● EXERCISE BRIEF
Please copy each line of the data that includes the string "nodes".

● DATASET RECORDS
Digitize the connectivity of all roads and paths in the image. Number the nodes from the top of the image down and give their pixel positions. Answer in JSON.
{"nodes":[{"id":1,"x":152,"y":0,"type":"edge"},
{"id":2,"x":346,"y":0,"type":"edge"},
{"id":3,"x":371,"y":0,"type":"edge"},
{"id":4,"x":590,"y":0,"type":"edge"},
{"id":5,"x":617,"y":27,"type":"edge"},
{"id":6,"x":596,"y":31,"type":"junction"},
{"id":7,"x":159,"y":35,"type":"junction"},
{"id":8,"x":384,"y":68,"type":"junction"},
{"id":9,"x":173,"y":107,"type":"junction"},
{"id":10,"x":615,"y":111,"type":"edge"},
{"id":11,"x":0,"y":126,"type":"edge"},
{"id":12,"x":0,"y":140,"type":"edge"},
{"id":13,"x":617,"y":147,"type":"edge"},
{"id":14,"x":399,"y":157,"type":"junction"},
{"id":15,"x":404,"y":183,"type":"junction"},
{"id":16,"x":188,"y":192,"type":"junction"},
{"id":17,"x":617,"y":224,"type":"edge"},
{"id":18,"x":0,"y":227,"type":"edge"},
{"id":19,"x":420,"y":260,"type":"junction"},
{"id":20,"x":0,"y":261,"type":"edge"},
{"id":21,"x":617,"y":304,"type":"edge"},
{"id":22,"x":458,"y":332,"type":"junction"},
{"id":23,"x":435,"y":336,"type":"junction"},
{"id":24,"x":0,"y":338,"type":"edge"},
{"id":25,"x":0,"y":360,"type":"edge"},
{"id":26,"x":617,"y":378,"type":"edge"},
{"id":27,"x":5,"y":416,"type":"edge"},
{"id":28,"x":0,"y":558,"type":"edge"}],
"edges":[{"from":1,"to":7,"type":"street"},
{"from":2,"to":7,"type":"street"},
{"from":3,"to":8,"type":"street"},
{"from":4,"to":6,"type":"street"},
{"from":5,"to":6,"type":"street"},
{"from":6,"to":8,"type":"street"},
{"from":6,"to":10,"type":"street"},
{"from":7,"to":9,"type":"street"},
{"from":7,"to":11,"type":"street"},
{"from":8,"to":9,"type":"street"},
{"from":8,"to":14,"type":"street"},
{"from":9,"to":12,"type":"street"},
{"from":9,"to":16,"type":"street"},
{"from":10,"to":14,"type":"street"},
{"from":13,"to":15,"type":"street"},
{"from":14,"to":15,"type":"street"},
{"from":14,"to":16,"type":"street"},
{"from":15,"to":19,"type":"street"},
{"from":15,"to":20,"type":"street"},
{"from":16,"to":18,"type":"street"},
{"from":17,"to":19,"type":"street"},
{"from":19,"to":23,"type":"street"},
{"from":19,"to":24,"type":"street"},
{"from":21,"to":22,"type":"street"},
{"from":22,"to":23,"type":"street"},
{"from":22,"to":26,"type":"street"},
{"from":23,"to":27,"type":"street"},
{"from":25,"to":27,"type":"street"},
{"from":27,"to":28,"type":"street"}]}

● EXERCISE SOLUTION
Digitize the connectivity of all roads and paths in the image. Number the nodes from the top of the image down and give their pixel positions. Answer in JSON.
{"nodes":[{"id":1,"x":152,"y":0,"type":"edge"},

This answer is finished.